J Neurosurg ; 132(5): 1465-1472, 2019 Apr 26.
Artículo en Inglés | MEDLINE | ID: mdl-31026822

RESUMEN

OBJECTIVE: The objective of this study was to characterize the abnormalities revealed by diffusion tensor imaging (DTI) using MR spectroscopy (MRS) and perfusion imaging, and to evaluate the prognostic value of a proposed quantitative measure of tumor invasiveness by combining contrast-enhancing (CE) and DTI abnormalities in patients with glioblastoma. METHODS: Eighty-four patients with glioblastoma were recruited preoperatively. DTI was decomposed into isotropic (p) and anisotropic (q) components. The relative cerebral blood volume (rCBV) was calculated from the dynamic susceptibility contrast imaging. Values of N-acetylaspartate, myoinositol, choline (Cho), lactate (Lac), and glutamate + glutamine (Glx) were measured from multivoxel MRS and normalized as ratios to creatine (Cr).
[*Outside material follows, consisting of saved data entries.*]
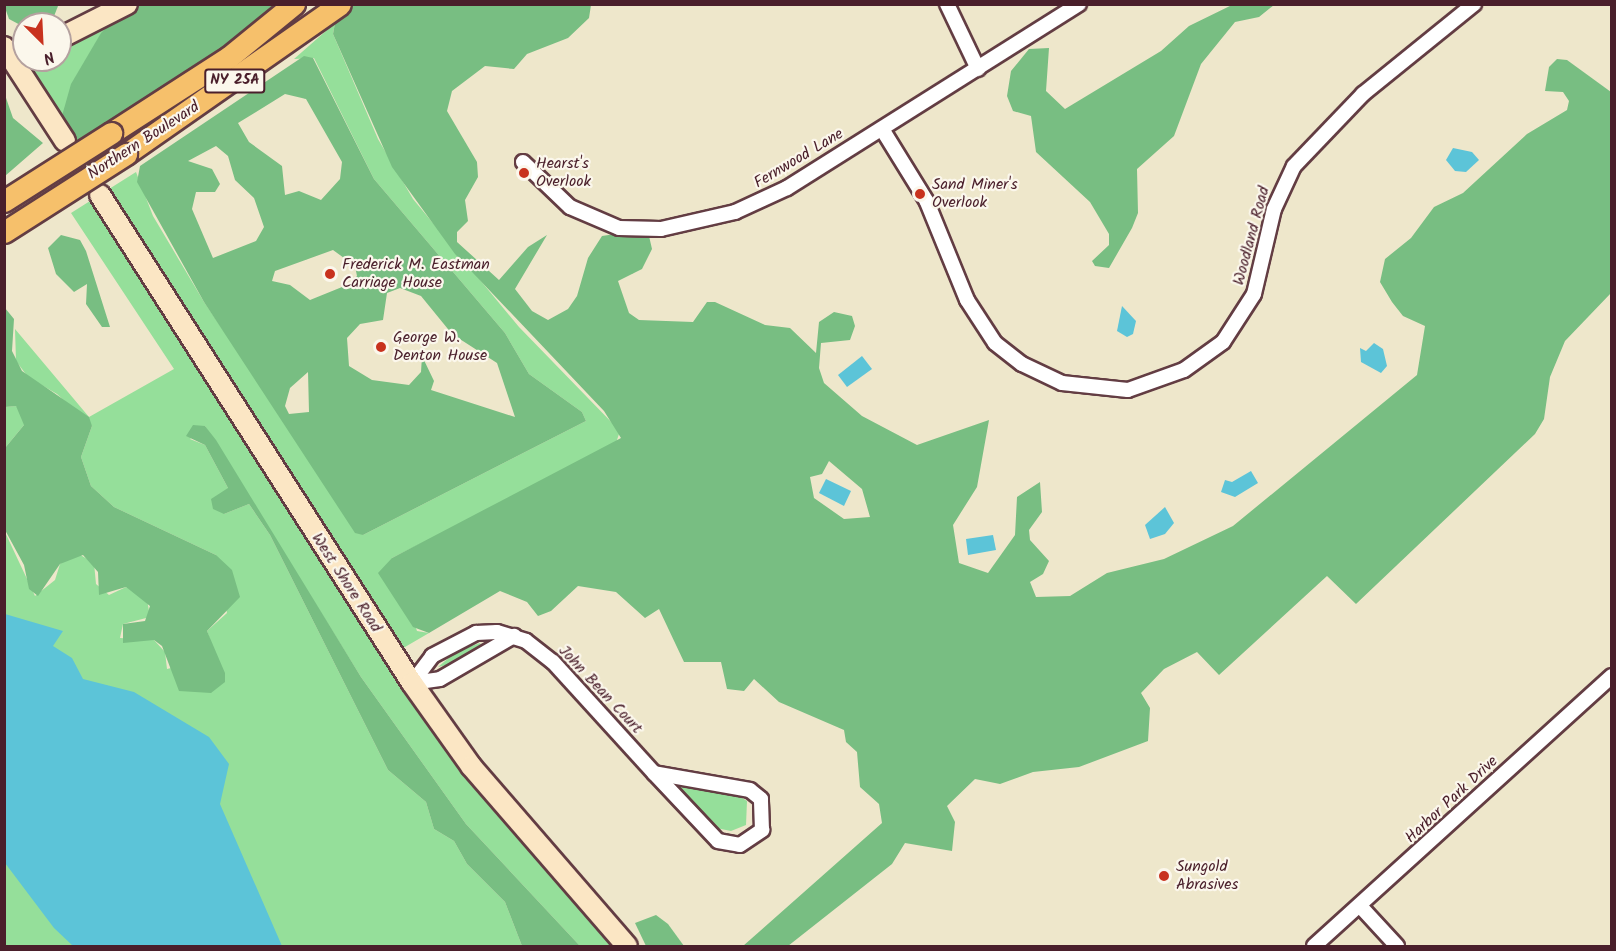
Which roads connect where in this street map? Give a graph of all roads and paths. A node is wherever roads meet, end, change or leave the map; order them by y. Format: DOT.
graph roads {
  1 [pos="127,4"];
  2 [pos="294,4"];
  3 [pos="340,4"];
  4 [pos="947,4"];
  5 [pos="1079,4"];
  6 [pos="1474,4"];
  7 [pos="72,32"];
  8 [pos="978,69"];
  9 [pos="24,72"];
  10 [pos="882,129"];
  11 [pos="64,141"];
  12 [pos="524,162"];
  13 [pos="100,195"];
  14 [pos="4,201"];
  15 [pos="4,232"];
  16 [pos="514,636"];
  17 [pos="1611,676"];
  18 [pos="412,683"];
  19 [pos="654,773"];
  20 [pos="1361,907"];
  21 [pos="627,946"];
  22 [pos="1314,946"];
  23 [pos="1397,946"];
  1 -- 7 [label="main road"];
  2 -- 14 [label="main road, Northern Boulevard / NY 25A, bridge"];
  3 -- 15 [label="main road, Northern Boulevard / NY 25A, bridge"];
  4 -- 8 [label="street"];
  5 -- 8 [label="street, Fernwood Lane"];
  6 -- 10 [label="street, Woodland Road"];
  8 -- 10 [label="street, Fernwood Lane"];
  9 -- 11 [label="main road"];
  10 -- 12 [label="street, Fernwood Lane"];
  13 -- 18 [label="main road, West Shore Road"];
  16 -- 18 [label="street"];
  16 -- 18 [label="street, John Bean Court"];
  16 -- 19 [label="street, John Bean Court"];
  17 -- 20 [label="street, Harbor Park Drive"];
  18 -- 21 [label="main road, West Shore Road"];
  19 -- 19 [label="street, John Bean Court"];
  20 -- 22 [label="street, Harbor Park Drive"];
  20 -- 23 [label="street"];
}
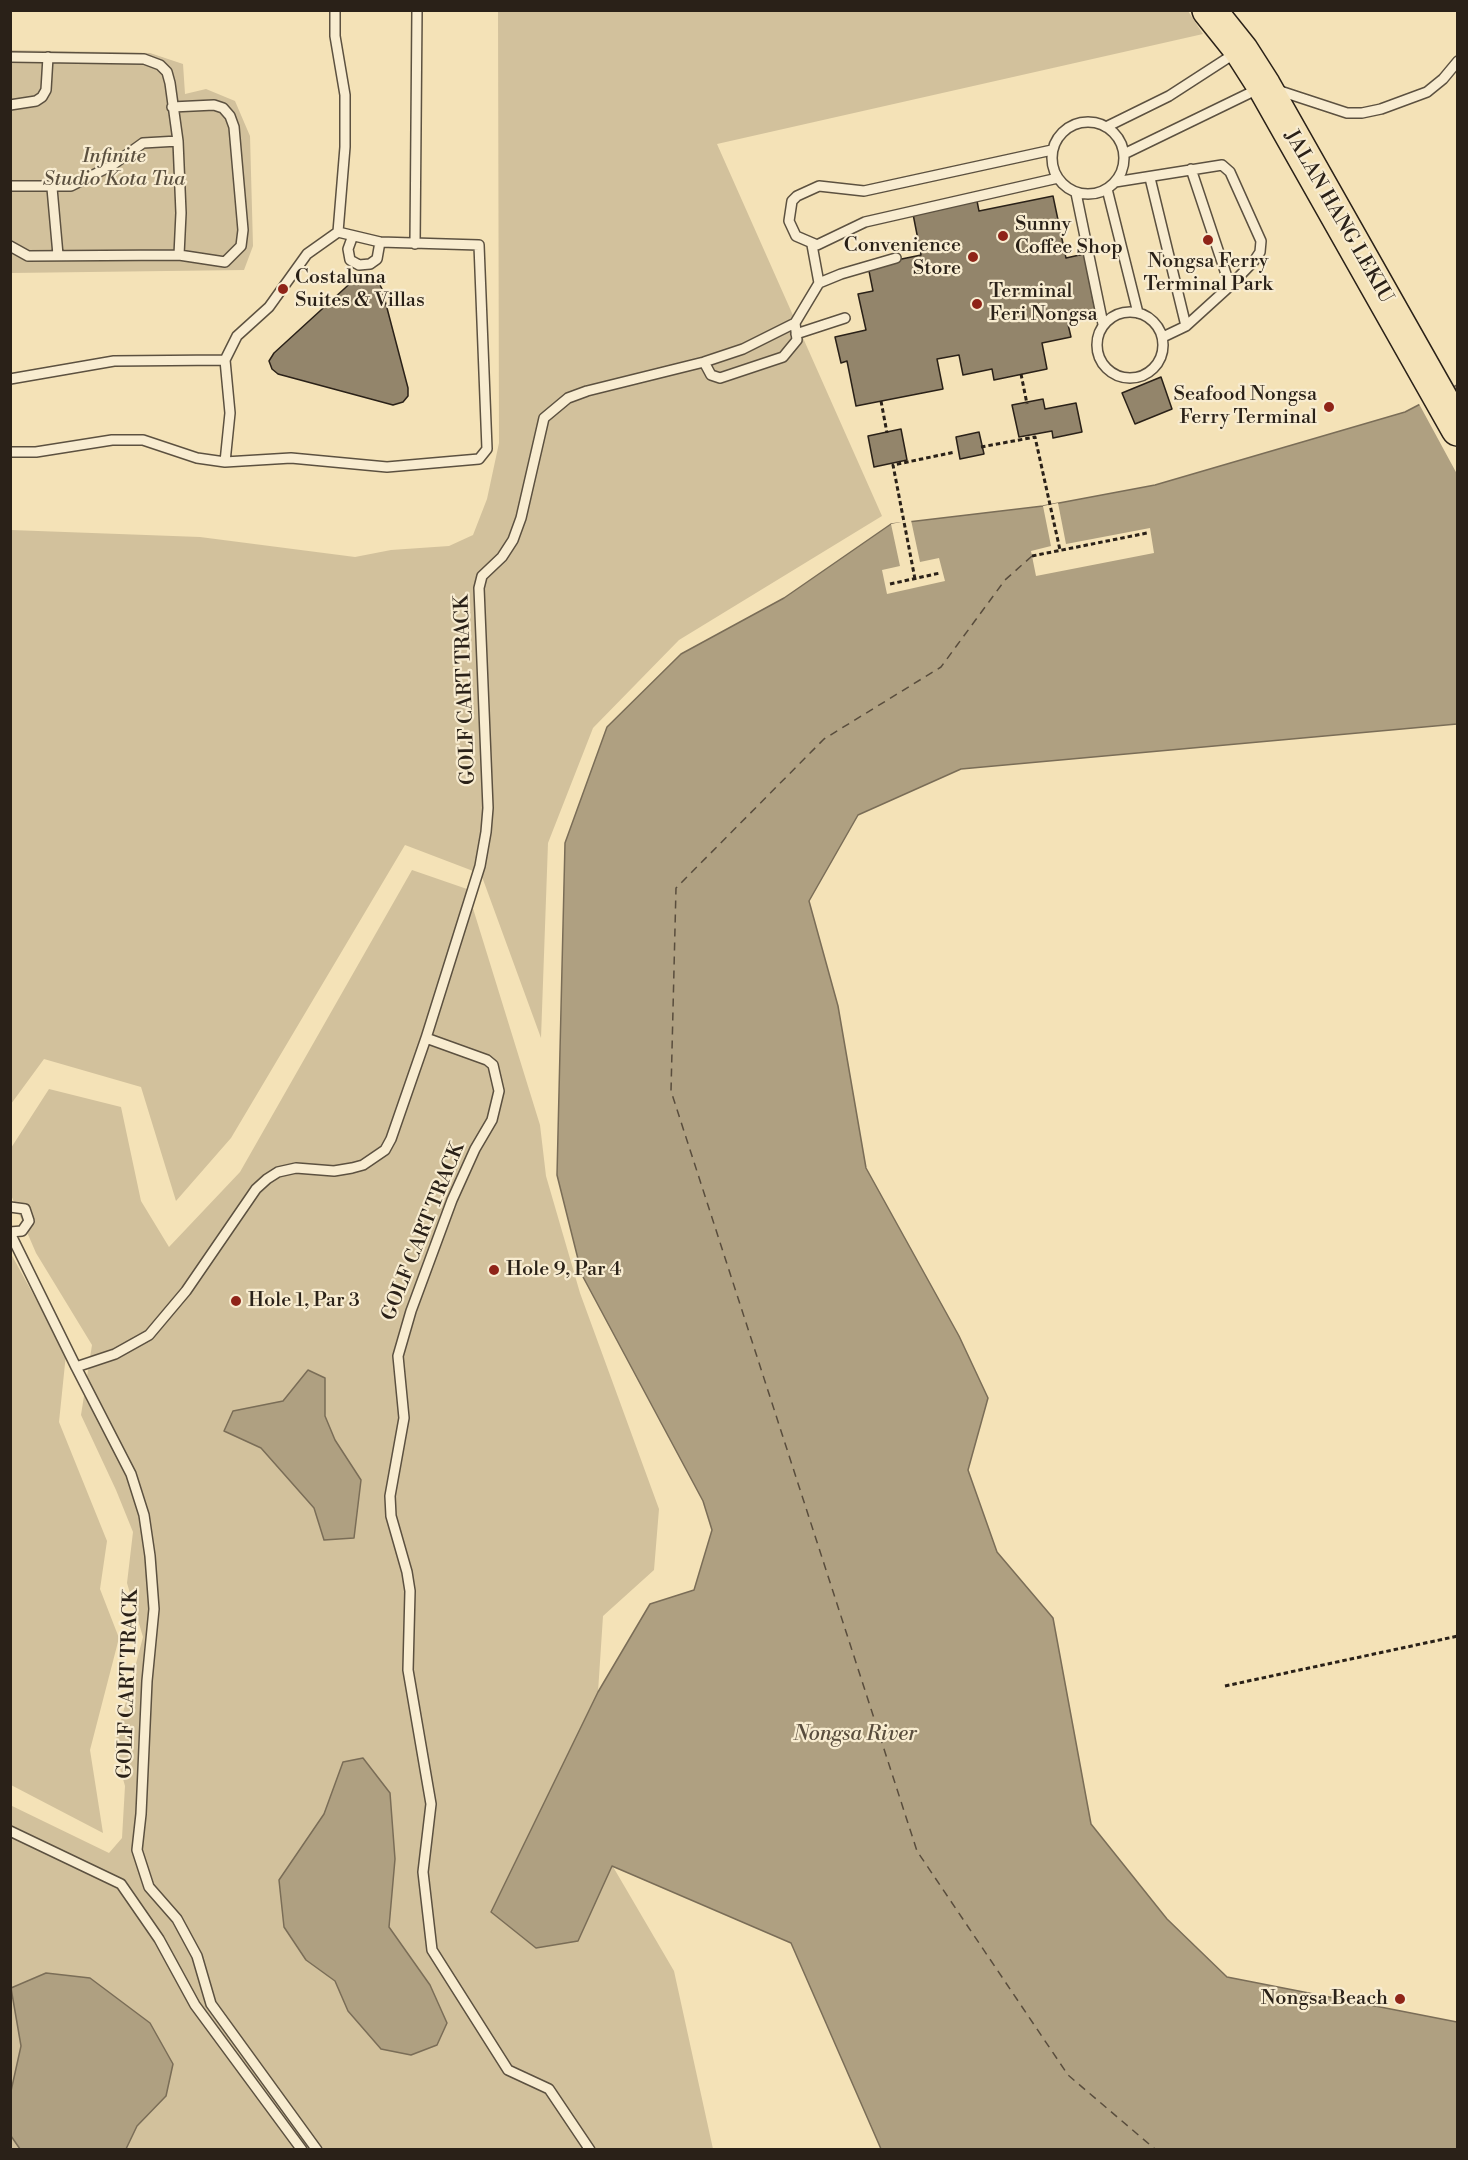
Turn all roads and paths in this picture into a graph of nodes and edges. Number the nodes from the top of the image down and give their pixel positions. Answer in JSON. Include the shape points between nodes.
{"nodes":[{"id":1,"x":335,"y":10,"type":"edge"},
{"id":2,"x":417,"y":10,"type":"edge"},
{"id":3,"x":1209,"y":10,"type":"edge"},
{"id":4,"x":1241,"y":50,"type":"junction"},
{"id":5,"x":10,"y":57,"type":"edge"},
{"id":6,"x":48,"y":57,"type":"junction"},
{"id":7,"x":1458,"y":61,"type":"edge"},
{"id":8,"x":1264,"y":86,"type":"junction"},
{"id":9,"x":10,"y":105,"type":"edge"},
{"id":10,"x":172,"y":107,"type":"junction"},
{"id":11,"x":1106,"y":127,"type":"junction"},
{"id":12,"x":178,"y":141,"type":"junction"},
{"id":13,"x":1052,"y":150,"type":"junction"},
{"id":14,"x":1124,"y":154,"type":"junction"},
{"id":15,"x":1191,"y":170,"type":"junction"},
{"id":16,"x":1058,"y":178,"type":"junction"},
{"id":17,"x":1150,"y":178,"type":"junction"},
{"id":18,"x":1115,"y":182,"type":"junction"},
{"id":19,"x":10,"y":186,"type":"edge"},
{"id":20,"x":52,"y":188,"type":"junction"},
{"id":21,"x":1107,"y":189,"type":"junction"},
{"id":22,"x":1076,"y":193,"type":"junction"},
{"id":23,"x":338,"y":232,"type":"junction"},
{"id":24,"x":352,"y":238,"type":"junction"},
{"id":25,"x":380,"y":242,"type":"junction"},
{"id":26,"x":415,"y":244,"type":"junction"},
{"id":27,"x":812,"y":244,"type":"junction"},
{"id":28,"x":10,"y":246,"type":"edge"},
{"id":29,"x":58,"y":255,"type":"junction"},
{"id":30,"x":179,"y":255,"type":"junction"},
{"id":31,"x":896,"y":258,"type":"dead end"},
{"id":32,"x":819,"y":283,"type":"junction"},
{"id":33,"x":1230,"y":286,"type":"junction"},
{"id":34,"x":1138,"y":313,"type":"junction"},
{"id":35,"x":845,"y":318,"type":"dead end"},
{"id":36,"x":795,"y":323,"type":"junction"},
{"id":37,"x":1103,"y":324,"type":"junction"},
{"id":38,"x":1186,"y":327,"type":"junction"},
{"id":39,"x":796,"y":334,"type":"junction"},
{"id":40,"x":1163,"y":337,"type":"junction"},
{"id":41,"x":225,"y":360,"type":"junction"},
{"id":42,"x":704,"y":362,"type":"junction"},
{"id":43,"x":1021,"y":374,"type":"dead end"},
{"id":44,"x":10,"y":379,"type":"edge"},
{"id":45,"x":881,"y":401,"type":"dead end"},
{"id":46,"x":1027,"y":404,"type":"dead end"},
{"id":47,"x":1458,"y":429,"type":"edge"},
{"id":48,"x":887,"y":433,"type":"dead end"},
{"id":49,"x":981,"y":447,"type":"dead end"},
{"id":50,"x":10,"y":452,"type":"edge"},
{"id":51,"x":955,"y":452,"type":"dead end"},
{"id":52,"x":225,"y":462,"type":"junction"},
{"id":53,"x":1147,"y":533,"type":"dead end"},
{"id":54,"x":1060,"y":550,"type":"junction"},
{"id":55,"x":1032,"y":556,"type":"dead end"},
{"id":56,"x":940,"y":573,"type":"dead end"},
{"id":57,"x":915,"y":579,"type":"junction"},
{"id":58,"x":890,"y":584,"type":"dead end"},
{"id":59,"x":426,"y":1038,"type":"junction"},
{"id":60,"x":10,"y":1207,"type":"edge"},
{"id":61,"x":10,"y":1232,"type":"edge"},
{"id":62,"x":76,"y":1366,"type":"junction"},
{"id":63,"x":1458,"y":1636,"type":"edge"},
{"id":64,"x":1225,"y":1686,"type":"dead end"},
{"id":65,"x":10,"y":1832,"type":"edge"},
{"id":66,"x":302,"y":2150,"type":"edge"},
{"id":67,"x":317,"y":2150,"type":"edge"},
{"id":68,"x":591,"y":2150,"type":"edge"}],
"edges":[{"from":1,"to":23,"type":"lane","via":[[335,36],[345,95]]},
{"from":2,"to":26,"type":"lane"},
{"from":3,"to":4,"type":"highway","name":"JALAN HANG LEKIU"},
{"from":4,"to":8,"type":"highway","name":"JALAN HANG LEKIU"},
{"from":4,"to":11,"type":"lane","via":[[1169,96]]},
{"from":5,"to":6,"type":"lane"},
{"from":6,"to":9,"type":"lane","via":[[42,97]]},
{"from":6,"to":10,"type":"lane","via":[[154,62],[167,72]]},
{"from":7,"to":8,"type":"lane","via":[[1427,92],[1362,112],[1347,113]]},
{"from":8,"to":14,"type":"lane"},
{"from":8,"to":47,"type":"highway","name":"JALAN HANG LEKIU"},
{"from":10,"to":12,"type":"lane"},
{"from":10,"to":30,"type":"lane","via":[[214,105],[230,116],[243,230],[241,246],[225,262]]},
{"from":11,"to":13,"type":"lane","via":[[1090,122],[1074,125],[1060,135]]},
{"from":11,"to":14,"type":"lane","via":[[1118,138]]},
{"from":12,"to":20,"type":"lane","via":[[143,143],[85,181]]},
{"from":12,"to":30,"type":"lane"},
{"from":13,"to":16,"type":"lane","via":[[1052,165]]},
{"from":13,"to":27,"type":"lane","via":[[864,191],[828,185],[808,189],[792,201],[789,221],[796,236]]},
{"from":14,"to":18,"type":"lane"},
{"from":15,"to":17,"type":"lane"},
{"from":15,"to":33,"type":"lane"},
{"from":15,"to":33,"type":"lane","via":[[1218,164],[1226,167],[1261,241],[1254,261]]},
{"from":16,"to":22,"type":"lane"},
{"from":16,"to":27,"type":"lane","via":[[865,222],[824,243]]},
{"from":17,"to":18,"type":"lane"},
{"from":17,"to":38,"type":"lane"},
{"from":18,"to":21,"type":"lane"},
{"from":19,"to":20,"type":"lane"},
{"from":20,"to":29,"type":"lane"},
{"from":21,"to":22,"type":"lane"},
{"from":21,"to":34,"type":"lane"},
{"from":22,"to":37,"type":"lane"},
{"from":23,"to":24,"type":"lane"},
{"from":23,"to":41,"type":"lane","via":[[307,254],[269,307],[237,336]]},
{"from":24,"to":25,"type":"lane"},
{"from":24,"to":25,"type":"lane","via":[[350,260],[359,265],[377,259]]},
{"from":25,"to":26,"type":"lane"},
{"from":26,"to":52,"type":"lane","via":[[479,245],[487,449],[483,454],[478,459],[387,466],[291,458]]},
{"from":27,"to":32,"type":"lane"},
{"from":28,"to":29,"type":"lane","via":[[28,256]]},
{"from":29,"to":30,"type":"lane"},
{"from":31,"to":32,"type":"lane"},
{"from":32,"to":36,"type":"lane"},
{"from":33,"to":38,"type":"lane"},
{"from":34,"to":37,"type":"lane","via":[[1125,312]]},
{"from":34,"to":40,"type":"lane","via":[[1154,321]]},
{"from":35,"to":39,"type":"lane"},
{"from":36,"to":39,"type":"lane"},
{"from":36,"to":42,"type":"lane","name":"GOLF CART TRACK","via":[[743,349]]},
{"from":37,"to":40,"type":"lane","via":[[1097,343],[1101,363],[1110,373],[1123,378],[1149,373],[1159,363]]},
{"from":38,"to":40,"type":"lane"},
{"from":39,"to":42,"type":"lane","via":[[793,347],[783,357],[726,377],[714,377]]},
{"from":41,"to":44,"type":"lane","via":[[114,362]]},
{"from":41,"to":52,"type":"lane","via":[[230,412]]},
{"from":42,"to":59,"type":"lane","name":"GOLF CART TRACK","via":[[588,391],[568,398],[544,418],[513,540],[482,576],[479,588],[488,808],[480,866]]},
{"from":43,"to":46,"type":"path"},
{"from":45,"to":48,"type":"path"},
{"from":49,"to":54,"type":"path","via":[[1035,437]]},
{"from":50,"to":52,"type":"lane","via":[[143,440],[197,458]]},
{"from":51,"to":57,"type":"path","via":[[894,465]]},
{"from":53,"to":54,"type":"path"},
{"from":54,"to":55,"type":"path"},
{"from":56,"to":57,"type":"path"},
{"from":57,"to":58,"type":"path"},
{"from":59,"to":62,"type":"lane","via":[[385,1150],[352,1168],[334,1172],[296,1168],[267,1179],[149,1335],[116,1354]]},
{"from":59,"to":68,"type":"lane","name":"GOLF CART TRACK","via":[[487,1060],[493,1065],[499,1091],[492,1120],[452,1200],[398,1356],[404,1418],[390,1497],[391,1516],[410,1591],[408,1670],[431,1804],[423,1872],[432,1950],[508,2070],[549,2089]]},
{"from":60,"to":61,"type":"lane","via":[[25,1209],[30,1221],[22,1231]]},
{"from":61,"to":62,"type":"lane","name":"GOLF CART TRACK"},
{"from":62,"to":67,"type":"lane","name":"GOLF CART TRACK","via":[[131,1474],[144,1515],[150,1556],[154,1609],[137,1850],[149,1887],[177,1919],[197,1956],[211,2004]]},
{"from":63,"to":64,"type":"path"},
{"from":65,"to":66,"type":"lane","via":[[120,1884],[159,1939],[195,2005]]}]}
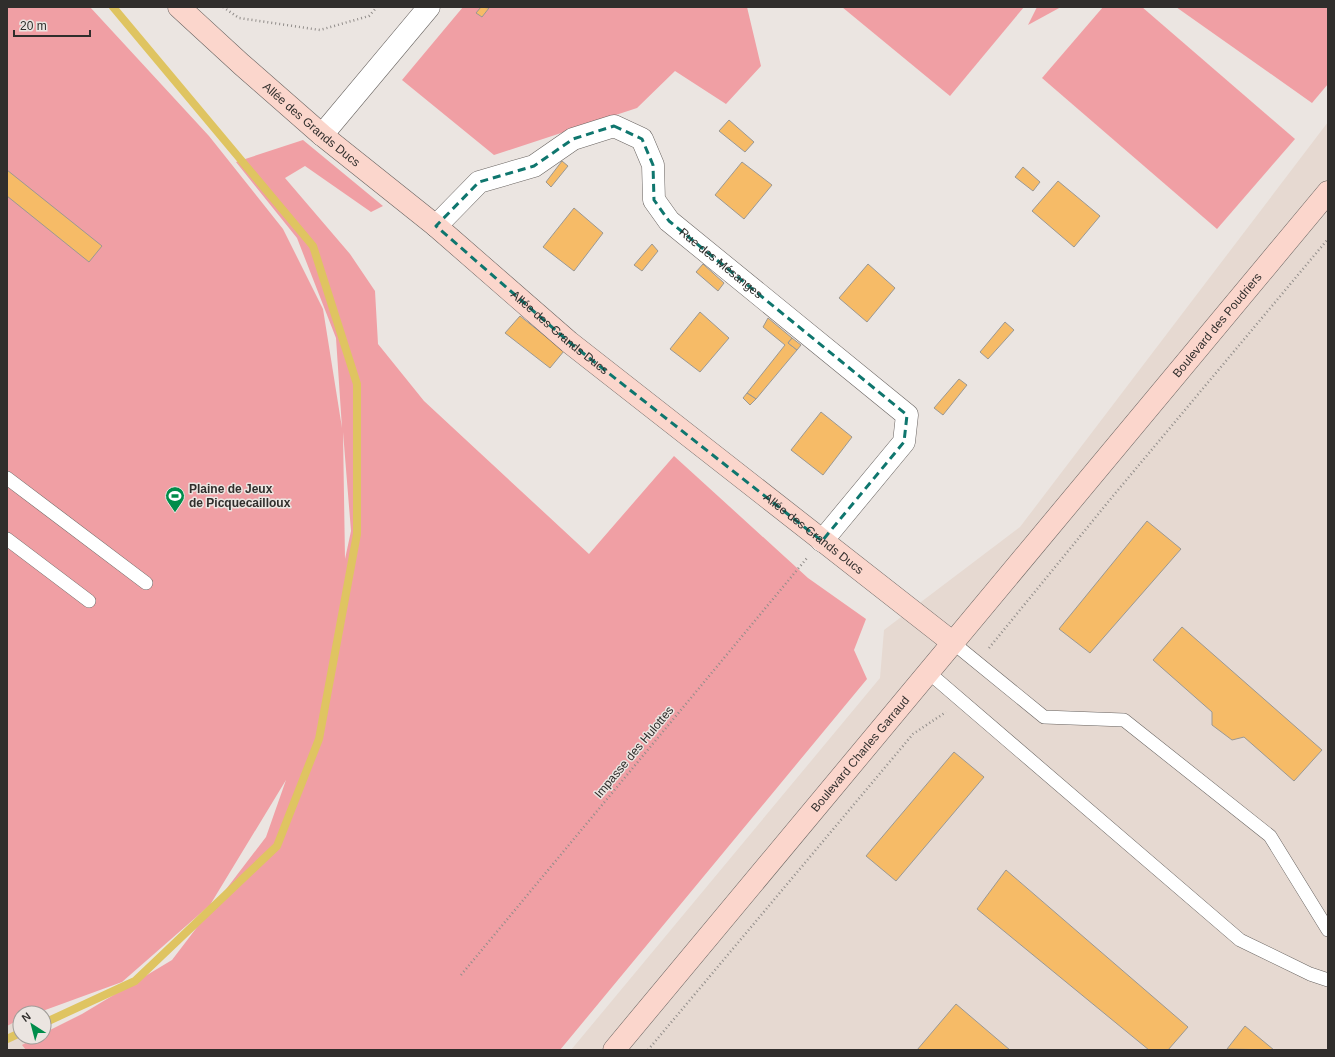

Tumor regions of interest (ROIs) were manually segmented from the CE T1-weighted (CE-ROI) and DTI-q (q-ROI) maps. Perfusion and metabolic characteristics of these ROIs were measured and compared. The relative invasiveness coefficient (RIC) was calculated as a ratio of the characteristic radii of CE-ROI and q-ROI. The prognostic significance of RIC was tested using Kaplan-Meier and multivariate Cox regression analyses. RESULTS: The Cho/Cr, Lac/Cr, and Glx/Cr in q-ROI were significantly higher than CE-ROI (p = 0.004, p = 0.005, and p = 0.007, respectively). CE-ROI had significantly higher rCBV values than q-ROI (p < 0.001). A higher RIC was associated with worse survival in a multivariate overall survival (OS) model (hazard ratio [HR] 1.40, 95% confidence interval [CI] 1.06-1.85, p = 0.016) and progression-free survival (PFS) model (HR 1.55, 95% CI 1.16-2.07, p = 0.003). An RIC cutoff value of 0.89 significantly predicted shorter OS (median 384 vs 605 days, p = 0.002) and PFS (median 244 vs 406 days, p = 0.001). CONCLUSIONS: DTI-q abnormalities displayed higher tumor load and hypoxic signatures compared with CE abnormalities, whereas CE regions potentially represented the tumor proliferation edge. Integrating the extents of invasion visualized by DTI-q and CE images into clinical practice may lead to improved treatment efficacy.